→ WHAT YOU WILL DO: Report only how many lines of the records contain the word "canvas".

[DATASET CONTENT Boundary: Start]

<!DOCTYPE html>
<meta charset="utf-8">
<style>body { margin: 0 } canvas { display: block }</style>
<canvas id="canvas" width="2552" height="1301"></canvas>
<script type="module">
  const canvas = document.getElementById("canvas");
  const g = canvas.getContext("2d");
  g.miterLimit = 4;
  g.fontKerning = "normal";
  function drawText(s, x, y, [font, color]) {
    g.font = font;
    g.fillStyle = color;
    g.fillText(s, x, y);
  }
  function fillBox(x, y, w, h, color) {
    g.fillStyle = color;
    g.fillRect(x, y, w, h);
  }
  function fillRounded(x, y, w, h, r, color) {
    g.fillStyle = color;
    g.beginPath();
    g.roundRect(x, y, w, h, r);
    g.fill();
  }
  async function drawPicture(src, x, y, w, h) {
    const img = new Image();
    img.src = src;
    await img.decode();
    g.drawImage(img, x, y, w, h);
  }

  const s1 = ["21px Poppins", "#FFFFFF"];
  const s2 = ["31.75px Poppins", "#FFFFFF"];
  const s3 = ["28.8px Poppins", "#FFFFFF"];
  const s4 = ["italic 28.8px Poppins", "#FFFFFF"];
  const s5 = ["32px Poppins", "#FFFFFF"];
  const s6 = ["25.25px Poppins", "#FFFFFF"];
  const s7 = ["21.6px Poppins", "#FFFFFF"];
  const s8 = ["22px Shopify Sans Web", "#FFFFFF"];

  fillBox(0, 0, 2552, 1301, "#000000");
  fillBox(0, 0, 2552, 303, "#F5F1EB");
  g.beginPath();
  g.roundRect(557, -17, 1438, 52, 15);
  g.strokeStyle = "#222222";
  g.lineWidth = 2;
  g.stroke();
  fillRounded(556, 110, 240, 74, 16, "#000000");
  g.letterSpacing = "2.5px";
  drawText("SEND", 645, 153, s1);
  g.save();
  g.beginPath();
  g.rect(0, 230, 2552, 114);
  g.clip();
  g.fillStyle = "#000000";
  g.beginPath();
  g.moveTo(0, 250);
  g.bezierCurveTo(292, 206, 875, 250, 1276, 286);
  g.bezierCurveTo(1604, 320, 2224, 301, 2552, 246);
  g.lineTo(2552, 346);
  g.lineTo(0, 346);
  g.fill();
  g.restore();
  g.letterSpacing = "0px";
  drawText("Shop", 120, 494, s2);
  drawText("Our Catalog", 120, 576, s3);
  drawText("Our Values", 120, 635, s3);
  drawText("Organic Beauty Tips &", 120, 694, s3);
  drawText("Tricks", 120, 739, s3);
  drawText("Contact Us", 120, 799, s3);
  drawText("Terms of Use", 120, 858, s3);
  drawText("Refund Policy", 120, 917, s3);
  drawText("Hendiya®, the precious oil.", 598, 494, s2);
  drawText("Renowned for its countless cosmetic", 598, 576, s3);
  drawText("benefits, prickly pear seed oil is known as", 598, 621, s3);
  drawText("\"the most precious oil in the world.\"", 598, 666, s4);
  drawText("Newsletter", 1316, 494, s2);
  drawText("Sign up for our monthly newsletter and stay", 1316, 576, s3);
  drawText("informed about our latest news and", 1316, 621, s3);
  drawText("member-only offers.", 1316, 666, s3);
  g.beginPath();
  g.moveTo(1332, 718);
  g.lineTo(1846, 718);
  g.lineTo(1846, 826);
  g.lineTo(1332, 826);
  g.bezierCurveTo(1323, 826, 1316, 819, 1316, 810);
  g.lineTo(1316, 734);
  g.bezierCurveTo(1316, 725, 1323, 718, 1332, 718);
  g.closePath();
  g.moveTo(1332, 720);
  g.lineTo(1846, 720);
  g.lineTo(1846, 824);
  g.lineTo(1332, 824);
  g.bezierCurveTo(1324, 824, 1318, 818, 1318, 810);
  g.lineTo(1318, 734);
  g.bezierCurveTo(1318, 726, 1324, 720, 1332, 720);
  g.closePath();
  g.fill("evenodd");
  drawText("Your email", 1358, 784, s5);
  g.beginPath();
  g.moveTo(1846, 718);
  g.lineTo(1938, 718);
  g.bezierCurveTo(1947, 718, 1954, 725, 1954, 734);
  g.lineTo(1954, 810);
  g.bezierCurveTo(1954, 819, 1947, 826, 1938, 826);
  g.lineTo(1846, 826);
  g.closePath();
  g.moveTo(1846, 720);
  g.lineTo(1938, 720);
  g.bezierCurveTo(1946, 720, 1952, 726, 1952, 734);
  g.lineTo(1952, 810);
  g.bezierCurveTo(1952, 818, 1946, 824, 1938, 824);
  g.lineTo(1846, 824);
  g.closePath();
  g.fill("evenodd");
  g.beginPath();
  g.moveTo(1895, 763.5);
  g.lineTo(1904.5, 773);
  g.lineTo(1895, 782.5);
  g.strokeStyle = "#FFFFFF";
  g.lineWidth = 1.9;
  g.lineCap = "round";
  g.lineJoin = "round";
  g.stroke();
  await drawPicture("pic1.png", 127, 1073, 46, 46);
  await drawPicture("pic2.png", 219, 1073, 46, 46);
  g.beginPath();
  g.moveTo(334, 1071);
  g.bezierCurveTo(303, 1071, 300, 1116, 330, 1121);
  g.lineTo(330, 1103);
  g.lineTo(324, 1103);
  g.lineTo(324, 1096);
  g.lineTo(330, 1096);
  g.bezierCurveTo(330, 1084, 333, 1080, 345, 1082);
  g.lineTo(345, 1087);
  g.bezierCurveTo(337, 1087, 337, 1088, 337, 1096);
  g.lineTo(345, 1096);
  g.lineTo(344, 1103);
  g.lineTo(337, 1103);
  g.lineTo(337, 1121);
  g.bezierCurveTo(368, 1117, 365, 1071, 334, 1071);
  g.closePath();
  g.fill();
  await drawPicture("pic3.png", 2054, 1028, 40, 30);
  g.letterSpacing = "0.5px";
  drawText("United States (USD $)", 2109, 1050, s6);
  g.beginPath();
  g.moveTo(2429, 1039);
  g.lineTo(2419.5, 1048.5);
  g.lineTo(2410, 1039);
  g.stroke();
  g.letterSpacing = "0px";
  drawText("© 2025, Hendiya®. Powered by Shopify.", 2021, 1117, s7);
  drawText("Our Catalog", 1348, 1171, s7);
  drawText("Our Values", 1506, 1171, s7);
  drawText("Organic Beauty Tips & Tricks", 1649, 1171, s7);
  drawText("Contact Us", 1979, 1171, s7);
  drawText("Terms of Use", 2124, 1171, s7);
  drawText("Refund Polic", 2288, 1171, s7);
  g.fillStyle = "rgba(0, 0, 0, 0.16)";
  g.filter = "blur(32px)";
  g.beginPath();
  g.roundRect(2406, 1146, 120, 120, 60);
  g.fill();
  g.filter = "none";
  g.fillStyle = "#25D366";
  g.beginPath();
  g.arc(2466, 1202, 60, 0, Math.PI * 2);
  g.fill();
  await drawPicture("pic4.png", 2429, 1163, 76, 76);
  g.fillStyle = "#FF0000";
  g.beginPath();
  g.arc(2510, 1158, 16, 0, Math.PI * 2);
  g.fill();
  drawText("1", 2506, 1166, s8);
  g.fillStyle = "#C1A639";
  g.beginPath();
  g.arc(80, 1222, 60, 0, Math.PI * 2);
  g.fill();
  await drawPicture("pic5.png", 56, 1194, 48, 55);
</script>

[DATASET CONTENT Boundary: End]

→ RESPONSE: 4